◆ **WHAT TO DO**
For every line in the entries that contains "Kilolo", show the whole line.

--- DATA SUPPLIED ---

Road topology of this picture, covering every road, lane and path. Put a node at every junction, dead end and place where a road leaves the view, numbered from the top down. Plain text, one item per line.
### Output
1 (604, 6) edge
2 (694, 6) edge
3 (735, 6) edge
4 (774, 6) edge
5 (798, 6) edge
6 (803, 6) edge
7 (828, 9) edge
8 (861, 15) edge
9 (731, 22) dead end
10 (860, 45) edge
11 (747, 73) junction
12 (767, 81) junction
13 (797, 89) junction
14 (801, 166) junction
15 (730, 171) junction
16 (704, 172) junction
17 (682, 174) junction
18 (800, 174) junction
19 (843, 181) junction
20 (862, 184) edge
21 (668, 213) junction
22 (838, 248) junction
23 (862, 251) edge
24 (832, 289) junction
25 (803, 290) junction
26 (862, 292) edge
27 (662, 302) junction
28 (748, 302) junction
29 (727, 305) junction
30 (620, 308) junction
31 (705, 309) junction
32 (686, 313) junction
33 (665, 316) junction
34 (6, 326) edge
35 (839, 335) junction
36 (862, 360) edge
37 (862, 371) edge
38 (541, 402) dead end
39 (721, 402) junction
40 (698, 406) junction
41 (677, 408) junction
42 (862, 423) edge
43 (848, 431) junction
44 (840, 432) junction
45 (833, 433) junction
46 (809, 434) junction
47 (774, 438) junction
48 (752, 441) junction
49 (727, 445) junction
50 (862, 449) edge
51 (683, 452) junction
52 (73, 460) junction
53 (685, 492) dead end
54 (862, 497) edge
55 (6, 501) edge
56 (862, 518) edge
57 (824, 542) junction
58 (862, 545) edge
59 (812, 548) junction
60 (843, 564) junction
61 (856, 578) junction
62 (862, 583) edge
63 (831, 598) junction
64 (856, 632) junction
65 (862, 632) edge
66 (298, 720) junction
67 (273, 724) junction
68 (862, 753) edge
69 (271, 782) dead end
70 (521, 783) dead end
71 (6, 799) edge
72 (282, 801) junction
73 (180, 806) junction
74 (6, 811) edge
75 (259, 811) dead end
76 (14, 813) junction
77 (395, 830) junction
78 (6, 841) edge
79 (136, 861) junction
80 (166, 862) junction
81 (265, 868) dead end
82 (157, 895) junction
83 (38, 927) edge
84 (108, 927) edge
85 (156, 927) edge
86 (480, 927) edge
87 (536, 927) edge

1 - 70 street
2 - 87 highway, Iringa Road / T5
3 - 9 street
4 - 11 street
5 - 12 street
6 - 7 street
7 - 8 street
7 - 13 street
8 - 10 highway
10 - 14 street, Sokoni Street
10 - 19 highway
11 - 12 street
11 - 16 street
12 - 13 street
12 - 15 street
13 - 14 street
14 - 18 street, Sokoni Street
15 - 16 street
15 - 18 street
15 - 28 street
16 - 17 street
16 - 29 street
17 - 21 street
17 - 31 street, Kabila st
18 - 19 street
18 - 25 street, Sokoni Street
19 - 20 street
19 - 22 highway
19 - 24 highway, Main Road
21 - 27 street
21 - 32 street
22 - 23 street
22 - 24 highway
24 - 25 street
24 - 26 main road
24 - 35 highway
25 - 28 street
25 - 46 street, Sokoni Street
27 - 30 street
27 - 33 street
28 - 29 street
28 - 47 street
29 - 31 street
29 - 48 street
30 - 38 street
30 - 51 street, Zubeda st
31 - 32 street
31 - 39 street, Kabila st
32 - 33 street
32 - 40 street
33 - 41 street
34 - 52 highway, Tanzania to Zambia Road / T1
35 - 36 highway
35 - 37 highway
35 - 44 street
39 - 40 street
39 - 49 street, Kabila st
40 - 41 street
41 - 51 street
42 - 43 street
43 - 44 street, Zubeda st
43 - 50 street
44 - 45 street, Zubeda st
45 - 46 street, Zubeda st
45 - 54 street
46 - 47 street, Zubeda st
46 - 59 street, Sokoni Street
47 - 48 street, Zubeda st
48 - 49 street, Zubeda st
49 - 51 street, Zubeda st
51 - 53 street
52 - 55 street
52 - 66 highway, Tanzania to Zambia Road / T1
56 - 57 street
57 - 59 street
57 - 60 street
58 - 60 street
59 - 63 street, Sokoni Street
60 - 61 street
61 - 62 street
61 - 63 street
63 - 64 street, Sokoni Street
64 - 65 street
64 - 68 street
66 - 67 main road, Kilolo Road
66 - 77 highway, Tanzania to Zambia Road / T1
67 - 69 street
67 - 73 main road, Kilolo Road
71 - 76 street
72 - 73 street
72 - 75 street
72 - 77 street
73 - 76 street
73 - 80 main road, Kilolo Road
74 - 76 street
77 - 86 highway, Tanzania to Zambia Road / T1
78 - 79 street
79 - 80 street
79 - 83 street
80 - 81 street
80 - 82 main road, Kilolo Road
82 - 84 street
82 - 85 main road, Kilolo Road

---

◆ **EXERCISE OUTPUT**
66 - 67 main road, Kilolo Road
67 - 73 main road, Kilolo Road
73 - 80 main road, Kilolo Road
80 - 82 main road, Kilolo Road
82 - 85 main road, Kilolo Road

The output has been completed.